As practitioners of yoga, we can use our practice to heal our bodies and minds from this shame and blame that keeps us stuck in a deep groove of unworthiness and thwarts us from living fully.  In many of the wisdom traditions, stories are told of the "village idiot" or the "fool" that everyone believes knows nothing and is worthless.  But they always turn out to be the wise ones that carry an important message for the community at large.  I like to think that we all carry this quality within us and especially those of us that believe we have to "have it all together" (perfectly) can benefit from allowing ourselves to learn from this part that isn't afraid to look ridiculous or make plenty of mistakes on our way to wholeness.  These very same traditions also purport that the deepest essence of who we are is perfect and when we experience ourselves from this perspective there is nothing we have to "do" to prove that.

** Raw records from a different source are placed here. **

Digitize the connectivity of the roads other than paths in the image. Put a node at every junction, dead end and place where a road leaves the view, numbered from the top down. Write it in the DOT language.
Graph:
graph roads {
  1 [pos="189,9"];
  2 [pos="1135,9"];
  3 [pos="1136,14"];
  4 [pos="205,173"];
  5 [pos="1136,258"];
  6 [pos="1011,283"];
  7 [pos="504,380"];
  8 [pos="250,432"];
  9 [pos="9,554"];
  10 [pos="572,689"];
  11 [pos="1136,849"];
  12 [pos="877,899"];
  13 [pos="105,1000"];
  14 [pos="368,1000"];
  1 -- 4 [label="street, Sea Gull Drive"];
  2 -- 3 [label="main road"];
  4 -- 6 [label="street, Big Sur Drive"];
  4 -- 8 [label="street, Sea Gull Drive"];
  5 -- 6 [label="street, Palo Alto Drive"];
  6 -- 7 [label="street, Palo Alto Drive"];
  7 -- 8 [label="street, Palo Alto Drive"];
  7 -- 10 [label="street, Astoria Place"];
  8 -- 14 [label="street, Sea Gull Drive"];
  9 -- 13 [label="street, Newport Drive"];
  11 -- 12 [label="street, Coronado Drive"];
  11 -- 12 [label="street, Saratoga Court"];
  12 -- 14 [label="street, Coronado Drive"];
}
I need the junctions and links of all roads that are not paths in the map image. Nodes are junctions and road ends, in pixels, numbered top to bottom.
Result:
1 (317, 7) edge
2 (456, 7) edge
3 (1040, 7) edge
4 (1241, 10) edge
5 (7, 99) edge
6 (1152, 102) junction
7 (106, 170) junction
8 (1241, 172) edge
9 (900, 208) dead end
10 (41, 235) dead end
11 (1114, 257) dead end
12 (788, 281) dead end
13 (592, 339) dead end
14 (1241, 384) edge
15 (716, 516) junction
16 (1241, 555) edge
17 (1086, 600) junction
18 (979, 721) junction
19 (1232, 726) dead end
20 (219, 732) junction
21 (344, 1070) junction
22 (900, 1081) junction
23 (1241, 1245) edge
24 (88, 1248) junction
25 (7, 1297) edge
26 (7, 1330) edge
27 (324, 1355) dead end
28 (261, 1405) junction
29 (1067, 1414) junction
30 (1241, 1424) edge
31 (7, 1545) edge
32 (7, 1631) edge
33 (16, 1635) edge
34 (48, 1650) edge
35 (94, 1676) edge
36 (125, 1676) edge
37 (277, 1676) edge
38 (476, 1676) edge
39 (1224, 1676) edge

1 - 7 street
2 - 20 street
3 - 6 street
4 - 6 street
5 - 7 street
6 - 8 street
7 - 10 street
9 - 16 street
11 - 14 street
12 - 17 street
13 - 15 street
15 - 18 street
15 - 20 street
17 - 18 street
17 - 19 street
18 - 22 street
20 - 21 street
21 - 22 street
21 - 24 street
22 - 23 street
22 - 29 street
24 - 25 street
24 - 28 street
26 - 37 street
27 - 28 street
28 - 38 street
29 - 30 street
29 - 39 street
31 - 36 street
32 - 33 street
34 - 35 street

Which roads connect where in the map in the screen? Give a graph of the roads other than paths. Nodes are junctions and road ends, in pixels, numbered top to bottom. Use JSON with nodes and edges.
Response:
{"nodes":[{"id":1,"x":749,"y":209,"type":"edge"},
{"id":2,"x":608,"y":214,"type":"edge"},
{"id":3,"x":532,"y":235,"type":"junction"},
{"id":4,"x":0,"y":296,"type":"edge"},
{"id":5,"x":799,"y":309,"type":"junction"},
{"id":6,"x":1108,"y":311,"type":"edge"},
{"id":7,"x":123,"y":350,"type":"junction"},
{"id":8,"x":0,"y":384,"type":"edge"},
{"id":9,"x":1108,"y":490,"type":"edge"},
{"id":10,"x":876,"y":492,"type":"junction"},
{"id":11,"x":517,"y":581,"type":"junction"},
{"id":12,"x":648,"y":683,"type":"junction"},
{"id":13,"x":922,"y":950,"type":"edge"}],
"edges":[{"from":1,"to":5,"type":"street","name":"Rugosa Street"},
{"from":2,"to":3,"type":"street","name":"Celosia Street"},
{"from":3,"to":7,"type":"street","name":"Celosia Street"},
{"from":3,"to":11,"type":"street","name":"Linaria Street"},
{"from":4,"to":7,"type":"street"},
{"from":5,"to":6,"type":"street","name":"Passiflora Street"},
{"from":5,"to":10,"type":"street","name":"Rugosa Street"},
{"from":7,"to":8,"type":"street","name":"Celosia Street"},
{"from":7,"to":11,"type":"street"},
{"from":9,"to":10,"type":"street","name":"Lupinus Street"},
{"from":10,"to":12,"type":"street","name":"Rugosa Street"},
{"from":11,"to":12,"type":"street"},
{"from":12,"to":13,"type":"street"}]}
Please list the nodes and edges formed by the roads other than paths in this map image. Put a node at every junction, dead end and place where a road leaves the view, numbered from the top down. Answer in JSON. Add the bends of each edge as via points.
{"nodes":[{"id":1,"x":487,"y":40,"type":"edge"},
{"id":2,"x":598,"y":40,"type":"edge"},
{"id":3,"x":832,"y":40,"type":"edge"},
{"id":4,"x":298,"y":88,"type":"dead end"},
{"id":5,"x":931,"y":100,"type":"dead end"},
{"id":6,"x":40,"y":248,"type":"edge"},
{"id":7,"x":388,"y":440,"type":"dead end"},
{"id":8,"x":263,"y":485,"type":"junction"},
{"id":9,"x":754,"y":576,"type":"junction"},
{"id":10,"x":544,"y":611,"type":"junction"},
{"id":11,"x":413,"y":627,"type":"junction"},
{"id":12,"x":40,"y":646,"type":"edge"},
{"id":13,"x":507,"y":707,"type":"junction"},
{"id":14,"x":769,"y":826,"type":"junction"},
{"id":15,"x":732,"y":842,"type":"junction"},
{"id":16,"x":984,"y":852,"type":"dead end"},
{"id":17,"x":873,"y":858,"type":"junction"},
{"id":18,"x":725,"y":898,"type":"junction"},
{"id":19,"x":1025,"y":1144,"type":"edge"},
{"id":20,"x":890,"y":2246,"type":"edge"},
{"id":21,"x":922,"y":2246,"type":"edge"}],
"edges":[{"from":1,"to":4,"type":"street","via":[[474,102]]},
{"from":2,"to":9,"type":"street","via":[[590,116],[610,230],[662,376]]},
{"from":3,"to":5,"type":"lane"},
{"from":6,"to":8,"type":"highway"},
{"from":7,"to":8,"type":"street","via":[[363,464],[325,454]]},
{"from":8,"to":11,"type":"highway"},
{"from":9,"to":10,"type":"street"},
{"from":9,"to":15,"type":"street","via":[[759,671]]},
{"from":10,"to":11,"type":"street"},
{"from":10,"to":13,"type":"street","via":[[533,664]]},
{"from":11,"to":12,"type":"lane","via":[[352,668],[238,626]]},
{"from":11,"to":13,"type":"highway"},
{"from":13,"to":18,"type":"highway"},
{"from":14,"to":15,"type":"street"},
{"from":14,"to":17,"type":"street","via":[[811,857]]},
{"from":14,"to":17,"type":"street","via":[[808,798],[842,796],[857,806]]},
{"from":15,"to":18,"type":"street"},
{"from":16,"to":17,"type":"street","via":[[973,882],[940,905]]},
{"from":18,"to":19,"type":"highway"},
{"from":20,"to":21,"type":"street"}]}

This week take some time to write in a journal your own story regarding shame and then choose a way that you can allow yourself to be safely vulnerable in sharing your story with a partner or friend.  And take it to the mat--shame often lives in the belly or solar plexus--breathe into those areas and offer yourself the qualities of courage and compassion.  See yourself as perfectly imperfect! And know you are not alone.